[Data excerpts]
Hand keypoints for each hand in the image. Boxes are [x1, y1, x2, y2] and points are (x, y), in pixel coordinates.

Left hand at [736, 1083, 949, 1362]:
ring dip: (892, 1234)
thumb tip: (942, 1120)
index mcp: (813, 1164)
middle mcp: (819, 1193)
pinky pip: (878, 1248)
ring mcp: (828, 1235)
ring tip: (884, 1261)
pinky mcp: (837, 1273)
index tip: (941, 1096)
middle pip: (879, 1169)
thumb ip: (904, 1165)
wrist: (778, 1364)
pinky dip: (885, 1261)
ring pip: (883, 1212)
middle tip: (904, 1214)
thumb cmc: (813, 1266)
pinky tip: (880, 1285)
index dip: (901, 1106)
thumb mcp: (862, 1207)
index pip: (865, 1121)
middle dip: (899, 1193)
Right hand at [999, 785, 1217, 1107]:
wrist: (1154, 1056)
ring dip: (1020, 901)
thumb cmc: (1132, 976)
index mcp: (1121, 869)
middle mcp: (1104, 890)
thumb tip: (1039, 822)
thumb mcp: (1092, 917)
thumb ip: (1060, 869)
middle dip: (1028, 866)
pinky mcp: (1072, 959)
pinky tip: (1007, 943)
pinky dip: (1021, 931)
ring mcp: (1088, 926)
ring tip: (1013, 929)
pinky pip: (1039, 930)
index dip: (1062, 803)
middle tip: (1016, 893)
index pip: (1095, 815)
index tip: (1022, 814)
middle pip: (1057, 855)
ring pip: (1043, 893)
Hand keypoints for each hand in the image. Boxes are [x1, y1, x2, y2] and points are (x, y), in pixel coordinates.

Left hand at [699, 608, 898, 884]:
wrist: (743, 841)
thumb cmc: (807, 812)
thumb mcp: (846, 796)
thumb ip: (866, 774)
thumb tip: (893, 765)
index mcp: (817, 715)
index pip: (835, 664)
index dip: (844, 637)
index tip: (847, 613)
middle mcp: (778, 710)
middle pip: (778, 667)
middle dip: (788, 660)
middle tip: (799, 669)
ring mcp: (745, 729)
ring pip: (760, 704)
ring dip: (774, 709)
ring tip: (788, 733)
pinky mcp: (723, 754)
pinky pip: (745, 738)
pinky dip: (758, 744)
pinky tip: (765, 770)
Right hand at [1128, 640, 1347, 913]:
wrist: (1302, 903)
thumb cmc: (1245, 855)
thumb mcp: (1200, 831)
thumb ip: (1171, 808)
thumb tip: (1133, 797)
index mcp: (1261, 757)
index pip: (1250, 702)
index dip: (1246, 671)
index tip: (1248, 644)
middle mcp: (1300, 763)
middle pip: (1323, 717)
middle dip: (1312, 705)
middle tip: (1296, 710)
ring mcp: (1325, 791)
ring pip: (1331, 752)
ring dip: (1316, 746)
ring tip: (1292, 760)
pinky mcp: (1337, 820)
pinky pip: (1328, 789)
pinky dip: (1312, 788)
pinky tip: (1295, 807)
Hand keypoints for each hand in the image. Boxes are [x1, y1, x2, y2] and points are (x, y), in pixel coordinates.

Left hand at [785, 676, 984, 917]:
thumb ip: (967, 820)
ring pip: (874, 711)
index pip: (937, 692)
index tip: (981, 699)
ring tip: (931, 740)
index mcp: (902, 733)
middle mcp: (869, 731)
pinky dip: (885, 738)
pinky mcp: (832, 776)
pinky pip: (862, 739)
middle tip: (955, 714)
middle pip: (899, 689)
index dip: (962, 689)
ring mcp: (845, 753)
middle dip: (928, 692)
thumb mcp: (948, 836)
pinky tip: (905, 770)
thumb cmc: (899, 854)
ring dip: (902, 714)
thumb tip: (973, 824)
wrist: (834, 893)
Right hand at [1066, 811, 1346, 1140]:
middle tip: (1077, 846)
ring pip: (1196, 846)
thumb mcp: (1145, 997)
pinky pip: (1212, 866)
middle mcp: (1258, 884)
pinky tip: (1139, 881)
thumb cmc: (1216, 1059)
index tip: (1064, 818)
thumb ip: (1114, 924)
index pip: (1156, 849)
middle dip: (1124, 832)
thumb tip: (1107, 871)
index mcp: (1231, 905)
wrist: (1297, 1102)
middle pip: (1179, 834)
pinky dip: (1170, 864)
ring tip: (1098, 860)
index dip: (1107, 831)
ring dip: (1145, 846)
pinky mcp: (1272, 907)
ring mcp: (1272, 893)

_What you need to do_. Give a word-for-word copy of the records.

_Answer for this exercise_.
Hand keypoints for each hand in the image. Boxes are [x1, y1, x2, y2] and points are (x, y), in pixel coordinates.

Left hand at [736, 1083, 949, 1362]:
ring dip: (892, 1234)
thumb tip: (942, 1120)
index mcp: (813, 1164)
middle mcp: (819, 1193)
pinky pip: (878, 1248)
ring mcp: (828, 1235)
ring tip: (884, 1261)
pinky mcp: (837, 1273)
index tip: (941, 1096)
middle pip: (879, 1169)
thumb ip: (904, 1165)
wrist: (778, 1364)
pinky dip: (885, 1261)
ring pip: (883, 1212)
middle tip: (904, 1214)
thumb cmc: (813, 1266)
pinky tip: (880, 1285)
index dip: (901, 1106)
thumb mcp: (862, 1207)
index pip: (865, 1121)
middle dip: (899, 1193)
Right hand at [999, 785, 1217, 1107]:
wrist: (1154, 1056)
ring dip: (1020, 901)
thumb cmc: (1132, 976)
index mcp: (1121, 869)
middle mcp: (1104, 890)
thumb tip: (1039, 822)
thumb mcp: (1092, 917)
thumb ip: (1060, 869)
middle dip: (1028, 866)
pinky mcp: (1072, 959)
pinky tip: (1007, 943)
pinky dip: (1021, 931)
ring mcp: (1088, 926)
ring tip: (1013, 929)
pinky pip: (1039, 930)
index dip: (1062, 803)
middle tip: (1016, 893)
index pip: (1095, 815)
index tip: (1022, 814)
middle pip: (1057, 855)
ring pip: (1043, 893)
Hand keypoints for each hand in the image. Boxes are [x1, y1, x2, y2] and points are (x, y), in pixel coordinates.

Left hand at [699, 608, 898, 884]:
wrist: (743, 841)
thumb cmc: (807, 812)
thumb mcp: (846, 796)
thumb ip: (866, 774)
thumb tip: (893, 765)
index mcp: (817, 715)
index pip: (835, 664)
index dip: (844, 637)
index tip: (847, 613)
middle mcp: (778, 710)
middle pip: (778, 667)
middle dip: (788, 660)
middle tip: (799, 669)
ring mcp: (745, 729)
ring pip: (760, 704)
ring dip: (774, 709)
ring tip: (788, 733)
pinky mcp: (723, 754)
pinky pip: (745, 738)
pinky dip: (758, 744)
pinky tip: (765, 770)
Right hand at [1128, 640, 1347, 913]:
wrist: (1302, 903)
thumb cmc: (1245, 855)
thumb mcp: (1200, 831)
thumb ip: (1171, 808)
thumb tip: (1133, 797)
index mcp: (1261, 757)
index pip: (1250, 702)
index dip: (1246, 671)
index tip: (1248, 644)
middle mcp: (1300, 763)
middle pip: (1323, 717)
middle dip: (1312, 705)
middle tip: (1296, 710)
ring mcp: (1325, 791)
ring pip: (1331, 752)
ring dip: (1316, 746)
ring tip: (1292, 760)
pinky mcp: (1337, 820)
pinky pip: (1328, 789)
pinky dip: (1312, 788)
pinky tip: (1295, 807)
Hand keypoints for each hand in the image. Boxes are [x1, y1, x2, y2] and points are (x, y), in pixel coordinates.

Left hand at [785, 676, 984, 917]:
thumb ip: (967, 820)
ring pip: (874, 711)
index pip: (937, 692)
index tip: (981, 699)
ring tip: (931, 740)
index mcp: (902, 733)
middle mcp: (869, 731)
pinky dip: (885, 738)
pinky mcp: (832, 776)
pinky pip: (862, 739)
middle tip: (955, 714)
middle pip: (899, 689)
index dip: (962, 689)
ring mcp: (845, 753)
middle dip: (928, 692)
thumb mcp: (948, 836)
pinky tip: (905, 770)
thumb cmc: (899, 854)
ring dip: (902, 714)
thumb tip: (973, 824)
wrist: (834, 893)
Right hand at [1066, 811, 1346, 1140]:
middle tip: (1077, 846)
ring pip: (1196, 846)
thumb mcp: (1145, 997)
pinky pip: (1212, 866)
middle mcp: (1258, 884)
pinky tip: (1139, 881)
thumb cmc: (1216, 1059)
index tip: (1064, 818)
thumb ip: (1114, 924)
index pip: (1156, 849)
middle dip: (1124, 832)
thumb tip: (1107, 871)
index mcp: (1231, 905)
wrist: (1297, 1102)
middle pip: (1179, 834)
pinky dip: (1170, 864)
ring tip: (1098, 860)
index dip: (1107, 831)
ring dip: (1145, 846)
pinky mcp: (1272, 907)
ring mcp: (1272, 893)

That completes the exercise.